Office, academic and housing projects get green light from trustees

The Board of Trustees recently gave construction approval—the final step in the process—to the Law School Academic Building and the Olmsted Terrace Faculty Homes projects, two of four building proposals trustees acted on during their June 10-11 meeting.

The board also gave design approval for an office building for the Linac Coherent Light Source, located on the campus of the SLAC National Accelerator Laboratory, and project approval for the fit-up of the Jen-Hsun Huang Engineering Center.

Law School Academic Building

The Law School Academic Building will provide academic space for faculty, fellows and researchers; a home for the Mills Legal Clinic; and offices for the school's entire faculty.

The total cost of the project has dropped in recent months to $64 million from $70.6 million, due to financing cost savings, competitive market conditions and value engineering.

The project received concept and site approval in 2007, design approval in 2008 and project approval in February 2009.

To make way for the new building, Kresge Auditorium will be razed. The demolition is expected to begin this summer. An auditorium planned as part of the new Knight Management Center campus of the Graduate School of Business will replace both Kresge and the Business School's Bishop Auditorium.

The new three-story building is expected to be completed in December 2010.

Olmsted Terrace Faculty Homes

The Olmsted Terrace Faculty Homes is the new name of the project to build 39 single-family detached homes on the eastern edge of campus on Stanford Avenue, near the College Terrace neighborhood of Palo Alto.

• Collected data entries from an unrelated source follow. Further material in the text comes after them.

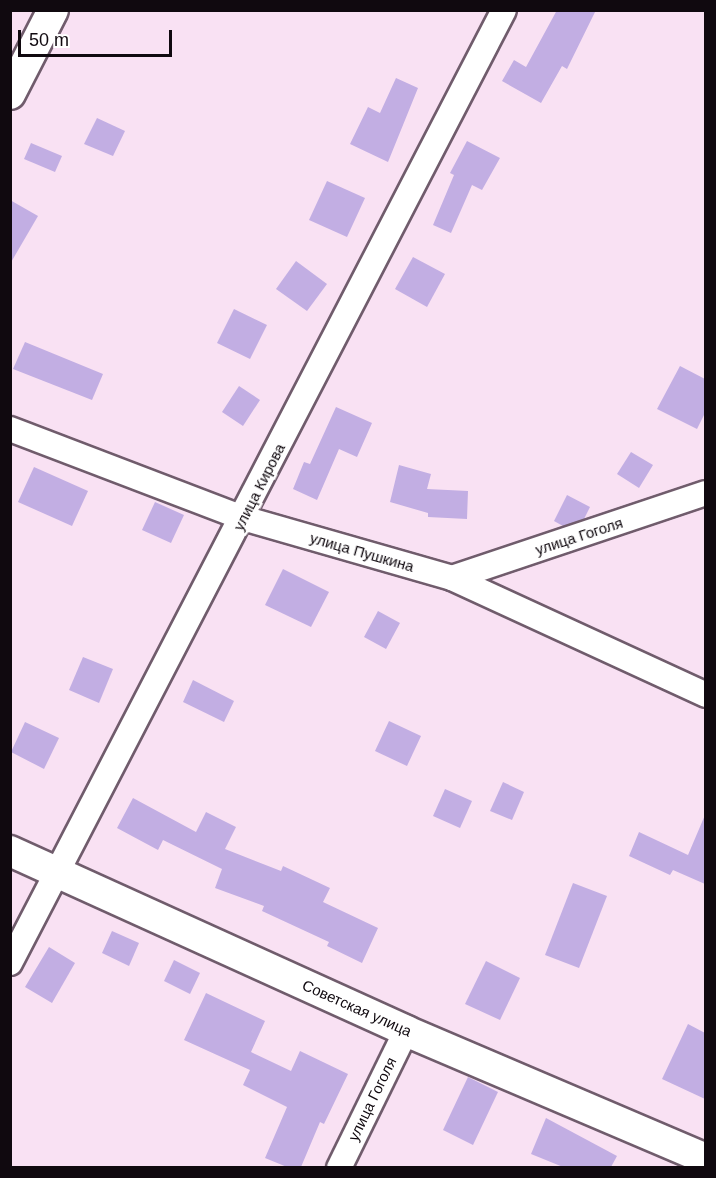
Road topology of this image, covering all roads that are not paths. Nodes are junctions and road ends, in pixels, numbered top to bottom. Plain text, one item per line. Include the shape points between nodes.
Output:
1 (52, 10) edge
2 (504, 10) edge
3 (10, 94) edge
4 (10, 429) edge
5 (705, 494) edge
6 (243, 518) junction
7 (452, 578) junction
8 (705, 695) edge
9 (10, 851) edge
10 (59, 872) junction
11 (10, 963) edge
12 (406, 1031) junction
13 (705, 1159) edge
14 (339, 1167) edge

1 - 3 main road
2 - 6 street, улица Кирова
4 - 6 street, улица Пушкина
5 - 7 street, улица Гоголя
6 - 7 street, улица Пушкина
6 - 10 street, улица Кирова
7 - 8 street, улица Пушкина
9 - 10 main road, Советская улица
10 - 11 street, улица Кирова
10 - 12 main road, Советская улица
12 - 13 main road, Советская улица
12 - 14 street, улица Гоголя

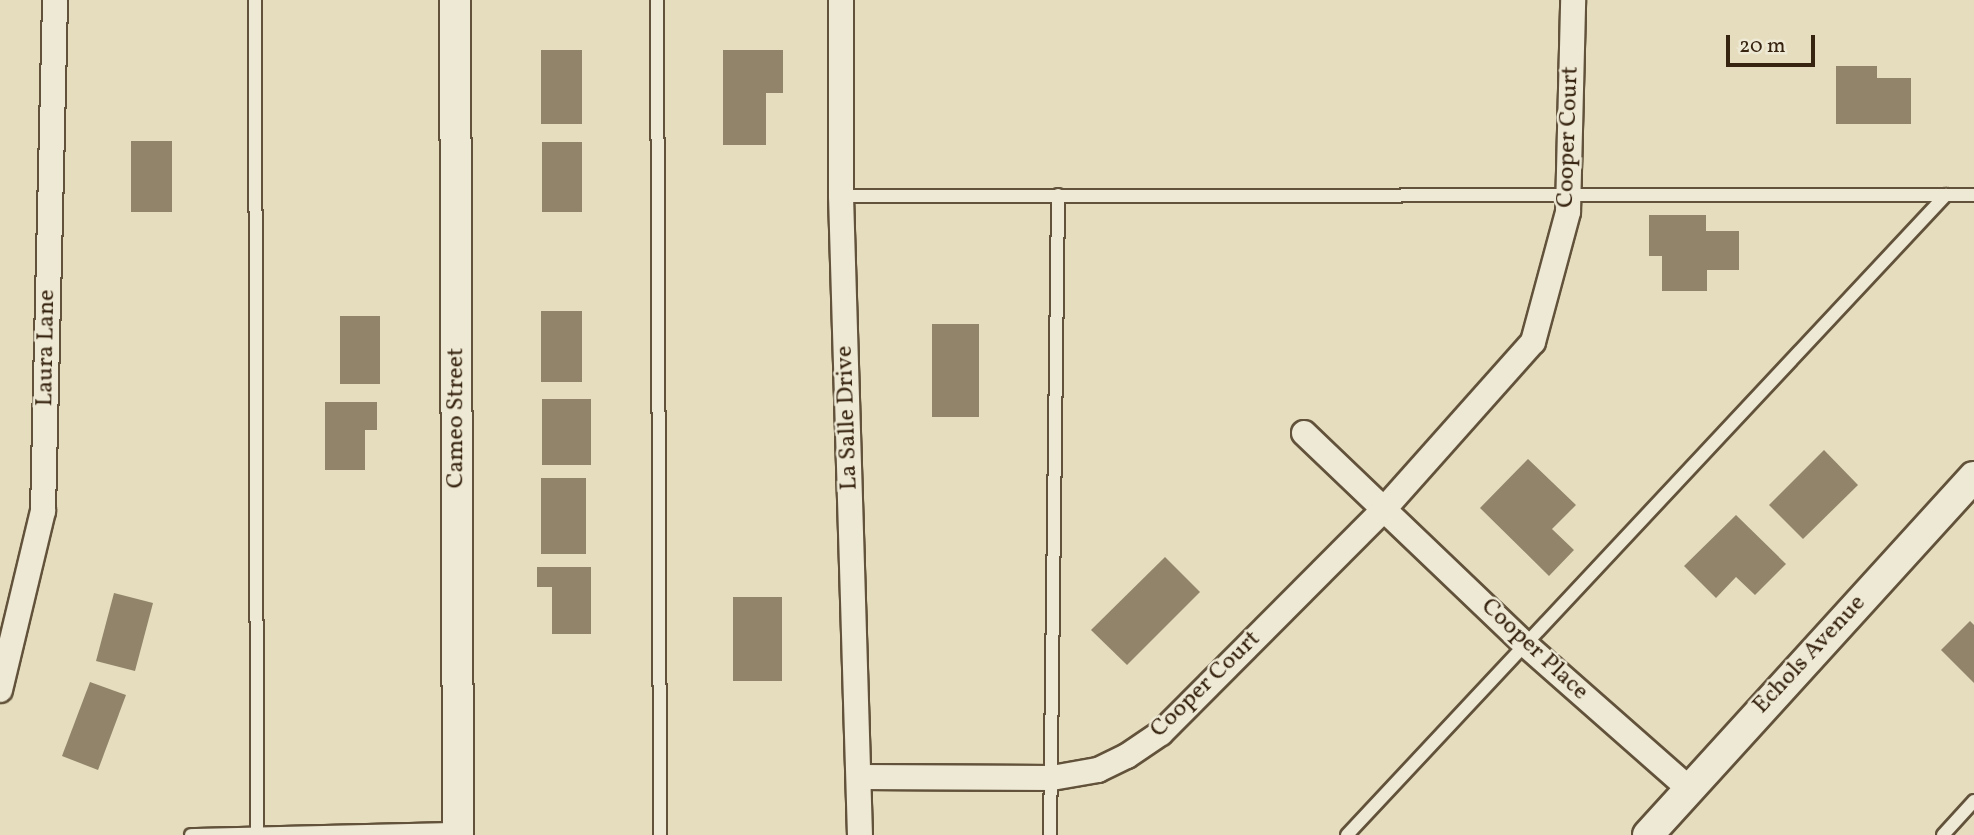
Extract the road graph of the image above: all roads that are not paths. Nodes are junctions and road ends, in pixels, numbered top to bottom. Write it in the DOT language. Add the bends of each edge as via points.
graph roads {
  1 [pos="55,0"];
  2 [pos="255,0"];
  3 [pos="455,0"];
  4 [pos="657,0"];
  5 [pos="841,0"];
  6 [pos="1573,0"];
  7 [pos="1568,194"];
  8 [pos="1058,195"];
  9 [pos="1946,195"];
  10 [pos="1974,195"];
  11 [pos="841,196"];
  12 [pos="1304,433"];
  13 [pos="1974,477"];
  14 [pos="1385,508"];
  15 [pos="1526,645"];
  16 [pos="0,690"];
  17 [pos="860,777"];
  18 [pos="1052,778"];
  19 [pos="1688,788"];
  20 [pos="1974,801"];
  21 [pos="257,831"];
  22 [pos="458,832"];
  23 [pos="191,835"];
  24 [pos="660,835"];
  25 [pos="860,835"];
  26 [pos="1050,835"];
  27 [pos="1348,835"];
  28 [pos="1648,835"];
  29 [pos="1942,835"];
  1 -- 16 [label="street, Laura Lane" via="43,511"];
  2 -- 21 [label="lane"];
  3 -- 22 [label="street, Cameo Street"];
  4 -- 24 [label="lane"];
  5 -- 11 [label="street, La Salle Drive"];
  6 -- 7 [label="street, Cooper Court"];
  7 -- 8 [label="lane"];
  7 -- 9 [label="lane"];
  7 -- 14 [label="street, Cooper Court" via="1568,212 1533,342"];
  8 -- 11 [label="lane"];
  8 -- 18 [label="lane"];
  9 -- 10 [label="lane"];
  9 -- 15 [label="lane"];
  11 -- 17 [label="street, La Salle Drive"];
  12 -- 14 [label="street"];
  13 -- 19 [label="street, Echols Avenue"];
  14 -- 15 [label="street, Cooper Place"];
  14 -- 18 [label="street, Cooper Court" via="1161,733 1098,770"];
  15 -- 19 [label="street, Cooper Place"];
  15 -- 27 [label="lane"];
  17 -- 18 [label="street, Cooper Court"];
  17 -- 25 [label="street, La Salle Drive"];
  18 -- 26 [label="lane"];
  19 -- 28 [label="street, Echols Avenue"];
  20 -- 29 [label="lane"];
  21 -- 22 [label="lane"];
  21 -- 23 [label="lane"];
}
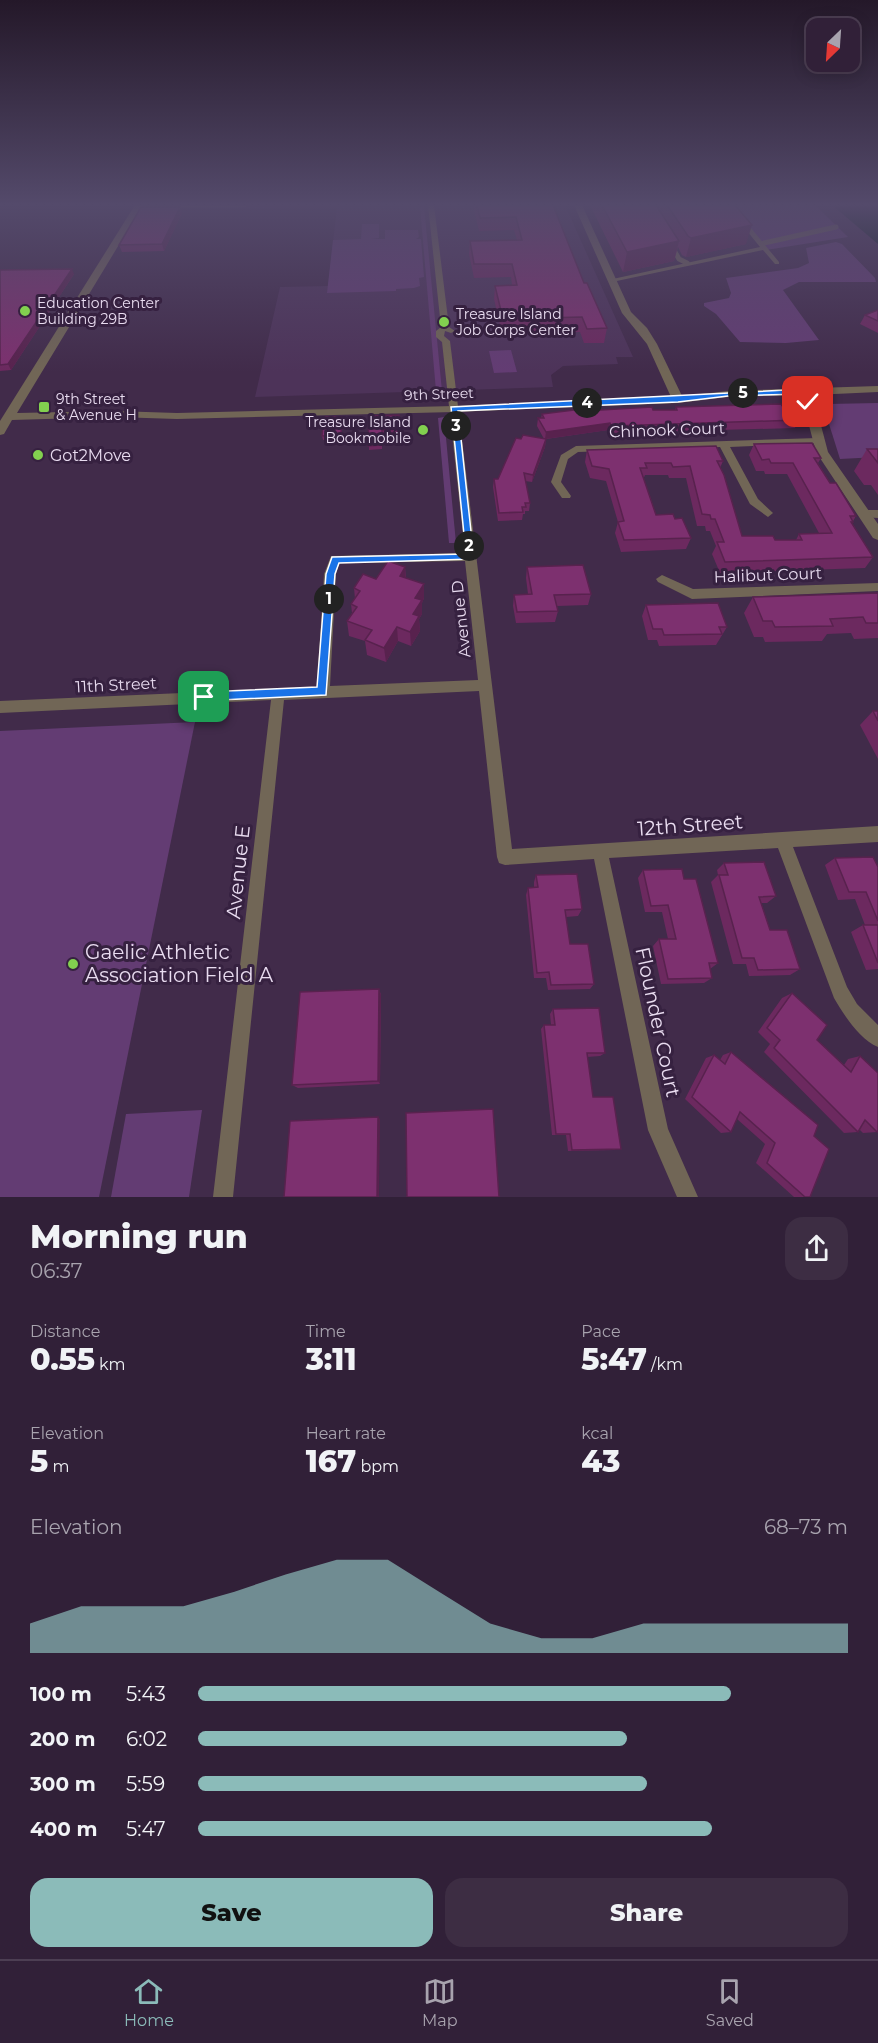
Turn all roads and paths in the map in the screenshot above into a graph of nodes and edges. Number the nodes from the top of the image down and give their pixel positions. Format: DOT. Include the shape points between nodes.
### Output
graph roads {
  1 [pos="103,261"];
  2 [pos="437,261"];
  3 [pos="603,261"];
  4 [pos="683,261"];
  5 [pos="696,261"];
  6 [pos="687,263"];
  7 [pos="612,280"];
  8 [pos="878,389"];
  9 [pos="806,391"];
  10 [pos="678,400"];
  11 [pos="454,409"];
  12 [pos="4,417"];
  13 [pos="0,431"];
  14 [pos="818,441"];
  15 [pos="723,443"];
  16 [pos="566,496"];
  17 [pos="768,513"];
  18 [pos="871,514"];
  19 [pos="878,535"];
  20 [pos="471,557"];
  21 [pos="662,579"];
  22 [pos="878,587"];
  23 [pos="485,685"];
  24 [pos="322,692"];
  25 [pos="278,694"];
  26 [pos="0,707"];
  27 [pos="878,834"];
  28 [pos="783,840"];
  29 [pos="600,851"];
  30 [pos="505,857"];
  31 [pos="878,1038"];
  32 [pos="224,1197"];
  33 [pos="688,1197"];
  1 -- 12 [label="street"];
  2 -- 11 [label="street, Avenue D" via="445,328 440,337 446,341"];
  3 -- 7 [label="street"];
  4 -- 6 [label="street"];
  5 -- 6 [label="street"];
  6 -- 7 [label="street"];
  7 -- 10 [label="street" via="627,313 652,344"];
  8 -- 9 [label="street, 9th Street"];
  9 -- 10 [label="street, 9th Street"];
  9 -- 14 [label="street"];
  10 -- 11 [label="street, 9th Street"];
  11 -- 12 [label="street, 9th Street"];
  11 -- 20 [label="street, Avenue D"];
  12 -- 13 [label="street"];
  14 -- 15 [label="street, Chinook Court"];
  14 -- 18 [label="street" via="822,452"];
  15 -- 16 [label="street, Chinook Court" via="576,449 564,457 556,482"];
  15 -- 17 [label="street" via="754,501"];
  18 -- 19 [label="street"];
  20 -- 23 [label="street, Avenue D"];
  20 -- 24 [label="street" via="335,559 330,574"];
  21 -- 22 [label="street, Halibut Court" via="692,594"];
  23 -- 24 [label="street, 11th Street"];
  23 -- 30 [label="street, Avenue D"];
  24 -- 25 [label="street, 11th Street"];
  25 -- 26 [label="street, 11th Street"];
  25 -- 32 [label="street, Avenue E"];
  27 -- 28 [label="street, 12th Street"];
  28 -- 29 [label="street, 12th Street"];
  28 -- 31 [label="street" via="836,983 851,1010"];
  29 -- 30 [label="street, 12th Street"];
  29 -- 33 [label="street, Flounder Court" via="658,1130"];
}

The budget for the project, formerly known as Stanford Avenue Faculty Homes, has dropped in recent months to $28.6 million from $30.9 million, due to a variety of factors, including reduction in direct costs based on bids.

The project received concept and site approval in 2007, design approval in 2008 and project approval in February 2009.

Currently, Stanford is installing a storm drain under Olmsted Road along the southeast edge of Escondido Village adjacent to Stanford Avenue to prepare for the construction of the faculty homes, as well as the nearby Olmsted Road Staff Rental Housing project. Once the storm drain project is complete, construction of the wet and dry utilities serving the homes will begin immediately, followed by onsite grading.

The two-story faculty homes, which will range in size from 1,900 to 2,400 square feet, will each have three or four bedrooms, 2.5 bathrooms and a private study. Construction will occur in two phases on a rolling production schedule. A model home is expected to be open to the public in April 2010. The first four homes are expected to be completed that summer. All of the homes are expected to be completed by February 2011.

Linac Coherent Light Source Office Building

Trustees gave design approval for a new office building for the Linac Coherent Light Source at the SLAC National Accelerator Laboratory.

The total cost of the project is $12.5 million; construction is expected to begin in July.

The Linac Coherent Light Source is a mile-long machine that produces a laser beam made of X-rays. Its laser bursts are so bright and so brief that researchers will use them as an ultrafast stop-motion camera to capture the minute details of things previously unseen, such as the arrangement of atoms in metals, semiconductors, ceramics, polymers and proteins.

The new two-story office building will serve an international scientific community, including Stanford students and faculty, users from industry, national laboratories, universities and international institutions. It will be located off Pep Ring Road, east of the SLAC National Accelerator Laboratory central campus.

Instruments are now being installed in the $420 million Linac Coherent Light Source, which is owned by the U.S. Department of Energy and managed by Stanford; experiments are expected to begin in the fall.

Jen-Hsun Huang Engineering Center

Trustees gave project approval for the fit-up of the Jen-Hsun Huang Engineering Center, which is currently under construction in the Science and Engineering Quadrangle.

Previous estimates for the three-story engineering center did not include fit-up costs.

The fit-up for the $84 million Huang Engineering Center project includes construction enhancements to the building interior, and equipment and laboratory build-outs that are outside of the scope of the base building project.

The $14 million fit-up, which received concept approval last April, includes installation of a specialized audiovisual system for the center's auditorium, conference rooms and classrooms of the Stanford Center for Professional Development. The center also will have a café, a catering kitchen for the boardroom, a wood and metal shop, and a shared server room.

The fit-up project is expected to return to trustees for construction approval in October.